John Arrillaga, a Portola Valley billionaire who has helped pay for three other buildings in the city's Civic Center, has indicated he'll pay up to $45 million for a rebuilt library one-third larger than the current facility built in 1957 and expanded in 1967 and 1991.

But in return, he has said the city must come up with the first $20 million and "expedite their portion of the timeline to the extent possible," according to a staff report. The rebuild is estimated to cost between $45 million and $65 million.

On Tuesday, the city's Finance & Audit Committee was asked to respond to a City Council request to choose options for producing the needed $20 million. Members discussed four bond options, possibly in conjunction with using city reserves or unassigned money in the general fund, which currently contains $4.5 million. They also discussed the possibility of selling city assets such as the Menlo Park Municipal Water District, lifting the utility tax cap or earmarking a portion of tax revenue from the Menlo Gateway hotel under construction.

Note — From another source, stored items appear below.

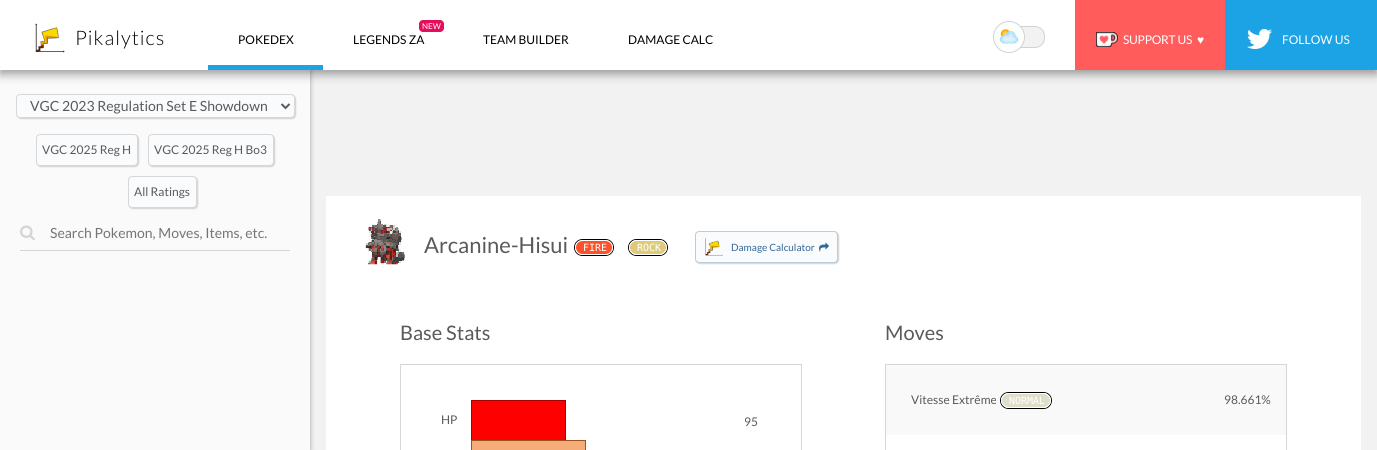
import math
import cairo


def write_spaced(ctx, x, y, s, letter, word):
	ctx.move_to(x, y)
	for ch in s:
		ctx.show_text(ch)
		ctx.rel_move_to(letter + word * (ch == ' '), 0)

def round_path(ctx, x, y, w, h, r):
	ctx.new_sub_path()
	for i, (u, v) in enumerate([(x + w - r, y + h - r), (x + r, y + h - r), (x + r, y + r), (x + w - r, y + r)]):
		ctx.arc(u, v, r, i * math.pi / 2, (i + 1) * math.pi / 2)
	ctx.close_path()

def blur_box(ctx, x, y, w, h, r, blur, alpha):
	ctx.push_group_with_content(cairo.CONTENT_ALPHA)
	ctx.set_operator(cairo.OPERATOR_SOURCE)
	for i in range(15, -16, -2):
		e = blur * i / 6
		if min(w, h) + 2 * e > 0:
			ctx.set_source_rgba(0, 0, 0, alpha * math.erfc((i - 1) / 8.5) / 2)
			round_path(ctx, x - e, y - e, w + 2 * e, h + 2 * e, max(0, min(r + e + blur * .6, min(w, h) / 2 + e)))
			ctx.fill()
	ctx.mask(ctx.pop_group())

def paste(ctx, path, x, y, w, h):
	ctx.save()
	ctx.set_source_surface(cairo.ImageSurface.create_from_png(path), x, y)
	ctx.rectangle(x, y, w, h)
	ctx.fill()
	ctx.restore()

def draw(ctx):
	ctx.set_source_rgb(0.949, 0.949, 0.949)
	ctx.paint()
	ctx.set_source_rgb(0, 0, 0)
	blur_box(ctx, 0, 70, 310, 380, 0, 2.5, 0.35)
	ctx.set_source_rgb(0.98, 0.98, 0.98)
	ctx.rectangle(0, 70, 310, 380)
	ctx.fill()
	ctx.set_source_rgb(0, 0, 0)
	blur_box(ctx, 0, 4, 1377, 70, 0, 5, 0.39)
	ctx.set_source_rgb(1, 1, 1)
	ctx.rectangle(0, 0, 1075, 70)
	ctx.fill()
	paste(ctx, 'media/1.png', 35, 23, 30, 30)
	ctx.select_font_face('Lato Light')
	ctx.set_font_size(20)
	ctx.set_source_rgb(0, 0, 0)
	write_spaced(ctx, 75, 45, 'Pikalytics', 1, 0)
	ctx.set_source_rgb(0.106, 0.639, 0.902)
	ctx.rectangle(208, 65, 115, 5)
	ctx.fill()
	ctx.select_font_face('Lato')
	ctx.set_font_size(12)
	ctx.set_source_rgb(0, 0, 0)
	ctx.move_to(238, 44)
	ctx.show_text('POKEDEX')
	ctx.set_source_rgb(0.89, 0.059, 0.361)
	round_path(ctx, 419, 20, 25, 12, 4)
	ctx.fill()
	ctx.set_font_size(8)
	ctx.set_source_rgb(1, 1, 1)
	ctx.move_to(422, 29)
	ctx.show_text('NEW')
	ctx.set_font_size(12)
	ctx.set_source_rgb(0, 0, 0)
	for x, y, s in [
		(353, 44, 'LEGENDS ZA'),
		(483, 44, 'TEAM BUILDER'),
		(628, 44, 'DAMAGE CALC'),
	]:
		ctx.move_to(x, y)
		ctx.show_text(s)
	ctx.set_source_rgb(0.949, 0.949, 0.949)
	round_path(ctx, 995.5, 26.5, 49, 21, 9.5)
	ctx.fill_preserve()
	ctx.set_source_rgb(0.824, 0.824, 0.824)
	ctx.set_line_width(1)
	ctx.stroke()
	ctx.set_source_rgb(0.988, 1, 0.988)
	ctx.arc(1009, 37, 15.5, 0, 2 * math.pi)
	ctx.fill_preserve()
	ctx.set_source_rgb(0.824, 0.824, 0.824)
	ctx.stroke()
	paste(ctx, 'media/2.png', 999, 27, 20, 17)
	ctx.set_source_rgb(1, 0.361, 0.357)
	ctx.rectangle(1075, 0, 150, 70)
	ctx.fill()
	paste(ctx, 'media/3.png', 1096, 32, 22, 15)
	ctx.set_source_rgb(1, 1, 1)
	write_spaced(ctx, 1123, 44, 'SUPPORT US', -0.25, 0)
	ctx.select_font_face('Liberation Serif')
	write_spaced(ctx, 1197, 44, '♥', -0.25, 0)
	ctx.set_source_rgb(0.106, 0.639, 0.902)
	ctx.rectangle(1225, 0, 152, 70)
	ctx.fill()
	paste(ctx, 'media/4.png', 1247, 29, 25, 20)
	ctx.select_font_face('Lato')
	ctx.set_source_rgb(1, 1, 1)
	ctx.move_to(1282, 44)
	ctx.show_text('FOLLOW US')
	ctx.set_source_rgb(0.835, 0.835, 0.835)
	blur_box(ctx, 17, 95, 279, 24, 4, 0.5, 1)
	ctx.set_source_rgb(0.973, 0.984, 0.992)
	round_path(ctx, 16.5, 94.5, 278, 23, 3.5)
	ctx.fill_preserve()
	ctx.set_source_rgb(0.843, 0.843, 0.843)
	ctx.stroke()
	ctx.new_path()
	ctx.move_to(281.5, 104)
	ctx.line_to(285.5, 108)
	ctx.line_to(289.5, 104)
	ctx.set_source_rgb(0.349, 0.349, 0.349)
	ctx.set_line_width(2)
	ctx.stroke()
	ctx.set_font_size(14)
	ctx.set_source_rgb(0.353, 0.353, 0.345)
	ctx.move_to(30, 111)
	ctx.show_text('VGC 2023 Regulation Set E Showdown')
	ctx.set_source_rgb(0.835, 0.835, 0.835)
	blur_box(ctx, 37, 135, 102, 32, 4, 0.5, 1)
	ctx.set_source_rgb(0.973, 0.984, 0.992)
	round_path(ctx, 36.5, 134.5, 101, 31, 3.5)
	ctx.fill_preserve()
	ctx.set_source_rgb(0.843, 0.843, 0.843)
	ctx.set_line_width(1)
	ctx.stroke()
	ctx.set_font_size(12)
	ctx.set_source_rgb(0.353, 0.353, 0.345)
	ctx.move_to(42, 154)
	ctx.show_text('VGC 2025 Reg H')
	ctx.set_source_rgb(0.835, 0.835, 0.835)
	blur_box(ctx, 149, 135, 126, 32, 4, 0.5, 1)
	ctx.set_source_rgb(0.973, 0.984, 0.992)
	round_path(ctx, 148.5, 134.5, 125, 31, 3.5)
	ctx.fill_preserve()
	ctx.set_source_rgb(0.843, 0.843, 0.843)
	ctx.stroke()
	ctx.set_source_rgb(0.353, 0.353, 0.345)
	ctx.move_to(154, 154)
	ctx.show_text('VGC 2025 Reg H Bo3')
	ctx.set_source_rgb(0.835, 0.835, 0.835)
	blur_box(ctx, 129, 177, 69, 32, 4, 0.5, 1)
	ctx.set_source_rgb(0.973, 0.984, 0.992)
	round_path(ctx, 128.5, 176.5, 68, 31, 3.5)
	ctx.fill_preserve()
	ctx.set_source_rgb(0.843, 0.843, 0.843)
	ctx.stroke()
	ctx.set_source_rgb(0.353, 0.353, 0.345)
	ctx.move_to(134, 196)
	ctx.show_text('All Ratings')
	paste(ctx, 'media/5.png', 20, 225, 15, 16)
	ctx.set_source_rgb(0.827, 0.835, 0.843)
	ctx.rectangle(20, 250, 270, 1)
	ctx.fill()
	ctx.set_font_size(14)
	ctx.set_source_rgb(0.459, 0.459, 0.459)
	ctx.move_to(50, 238)
	ctx.show_text('Search Pokemon, Moves, Items, etc.')
	ctx.set_source_rgb(1, 1, 1)
	ctx.rectangle(326, 196, 1035, 254)
	ctx.fill()
	paste(ctx, 'media/6.png', 365, 219, 40, 46)
	ctx.set_font_size(22)
	ctx.set_source_rgb(0.353, 0.353, 0.345)
	ctx.move_to(424, 253)
	ctx.show_text('Arcanine-Hisui')
	round_path(ctx, 574.5, 239.5, 39, 16, 8)
	ctx.set_source_rgb(0, 0, 0)
	ctx.stroke()
	ctx.set_source_rgb(1, 0.318, 0.161)
	round_path(ctx, 575.5, 240.5, 37, 14, 7)
	ctx.fill_preserve()
	ctx.set_source_rgb(1, 1, 1)
	ctx.stroke()
	ctx.select_font_face('DejaVu Sans Mono')
	ctx.set_font_size(10)
	ctx.move_to(583, 251)
	ctx.show_text('FIRE')
	round_path(ctx, 628.5, 239.5, 39, 16, 8)
	ctx.set_source_rgb(0, 0, 0)
	ctx.stroke()
	ctx.set_source_rgb(0.867, 0.796, 0.478)
	round_path(ctx, 629.5, 240.5, 37, 14, 7)
	ctx.fill_preserve()
	ctx.set_source_rgb(1, 1, 1)
	ctx.stroke()
	ctx.move_to(637, 251)
	ctx.show_text('ROCK')
	ctx.set_source_rgb(0.835, 0.835, 0.835)
	blur_box(ctx, 696, 232, 143, 32, 4, 0.5, 1)
	ctx.set_source_rgb(0.973, 0.984, 0.992)
	round_path(ctx, 695.5, 231.5, 142, 31, 3.5)
	ctx.fill_preserve()
	ctx.set_source_rgb(0.733, 0.8, 0.867)
	ctx.stroke()
	paste(ctx, 'media/7.png', 705, 238, 18, 18)
	ctx.select_font_face('Lato')
	ctx.set_source_rgb(0.2, 0.4, 0.6)
	ctx.move_to(731, 251)
	ctx.show_text('Damage Calculator')
	paste(ctx, 'media/8.png', 819, 242, 10, 10)
	ctx.set_font_size(20)
	ctx.set_source_rgb(0.353, 0.353, 0.345)
	ctx.move_to(400, 340)
	ctx.show_text('Base Stats')
	ctx.rectangle(400.5, 364.5, 401, 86)
	ctx.set_source_rgb(0.839, 0.839, 0.839)
	ctx.stroke()
	ctx.set_font_size(12)
	ctx.set_source_rgb(0.353, 0.353, 0.345)
	ctx.move_to(441, 424)
	ctx.show_text('HP')
	ctx.set_source_rgb(1, 0, 0)
	ctx.rectangle(472, 401, 93, 39)
	ctx.fill()
	ctx.rectangle(471.5, 400.5, 94, 41)
	ctx.set_source_rgb(0.651, 0, 0)
	ctx.stroke()
	ctx.set_source_rgb(0.353, 0.353, 0.345)
	ctx.move_to(744, 426)
	ctx.show_text('95')
	ctx.set_source_rgb(0.961, 0.675, 0.471)
	ctx.rectangle(471.5, 440.5, 114, 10)
	ctx.fill_preserve()
	ctx.set_source_rgb(0.612, 0.325, 0.122)
	ctx.stroke()
	ctx.set_font_size(20)
	ctx.set_source_rgb(0.353, 0.353, 0.345)
	ctx.move_to(885, 340)
	ctx.show_text('Moves')
	ctx.rectangle(885.5, 364.5, 401, 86)
	ctx.set_source_rgb(0.839, 0.839, 0.839)
	ctx.stroke()
	ctx.set_source_rgb(0.973, 0.973, 0.973)
	ctx.rectangle(886, 365, 400, 70)
	ctx.fill()
	ctx.set_font_size(12)
	ctx.set_source_rgb(0.353, 0.353, 0.345)
	ctx.move_to(911, 404)
	ctx.show_text('Vitesse Extrême')
	round_path(ctx, 1000.5, 392.5, 51, 16, 8)
	ctx.set_source_rgb(0, 0, 0)
	ctx.stroke()
	ctx.set_source_rgb(0.871, 0.871, 0.796)
	round_path(ctx, 1001.5, 393.5, 49, 14, 7)
	ctx.fill_preserve()
	ctx.set_source_rgb(1, 1, 1)
	ctx.stroke()
	ctx.select_font_face('DejaVu Sans Mono')
	ctx.set_font_size(10)
	ctx.move_to(1009, 404)
	ctx.show_text('NORMAL')
	ctx.select_font_face('Lato')
	ctx.set_font_size(12)
	ctx.set_source_rgb(0.353, 0.353, 0.345)
	ctx.move_to(1224, 404)
	ctx.show_text('98.661%')


surface = cairo.ImageSurface(cairo.FORMAT_RGB24, 1377, 450)
ctx = cairo.Context(surface)
options = cairo.FontOptions()
options.set_hint_metrics(cairo.HINT_METRICS_OFF)
options.set_hint_style(cairo.HINT_STYLE_NONE)
ctx.set_font_options(options)
ctx.set_miter_limit(4)
draw(ctx)
surface.write_to_png('image.png')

But the committee ultimately punted the issue to the Library Commission and City Council after Stuart Soffer, a former committee member and self-described library expert, said expanding the library goes against current trends.

The Library Commission's next meeting is Aug. 21 and the council is to discuss the plan again either Aug. 22 or Aug. 29.

"There was recognition that the Finance & Audit Committee aren't library experts and we're not in the position to judge the scope," said Vice Mayor Peter Ohtaki, who serves on the committee.

Ohtaki said there was general consensus for the option to issue a 30-year bond, in which the city would pay a relatively fixed rate of roughly $1.8 million a year through 2047, including 3.72 percent interest, for a total cost of $35.4 million. The other options would not carry a fixed interest rate.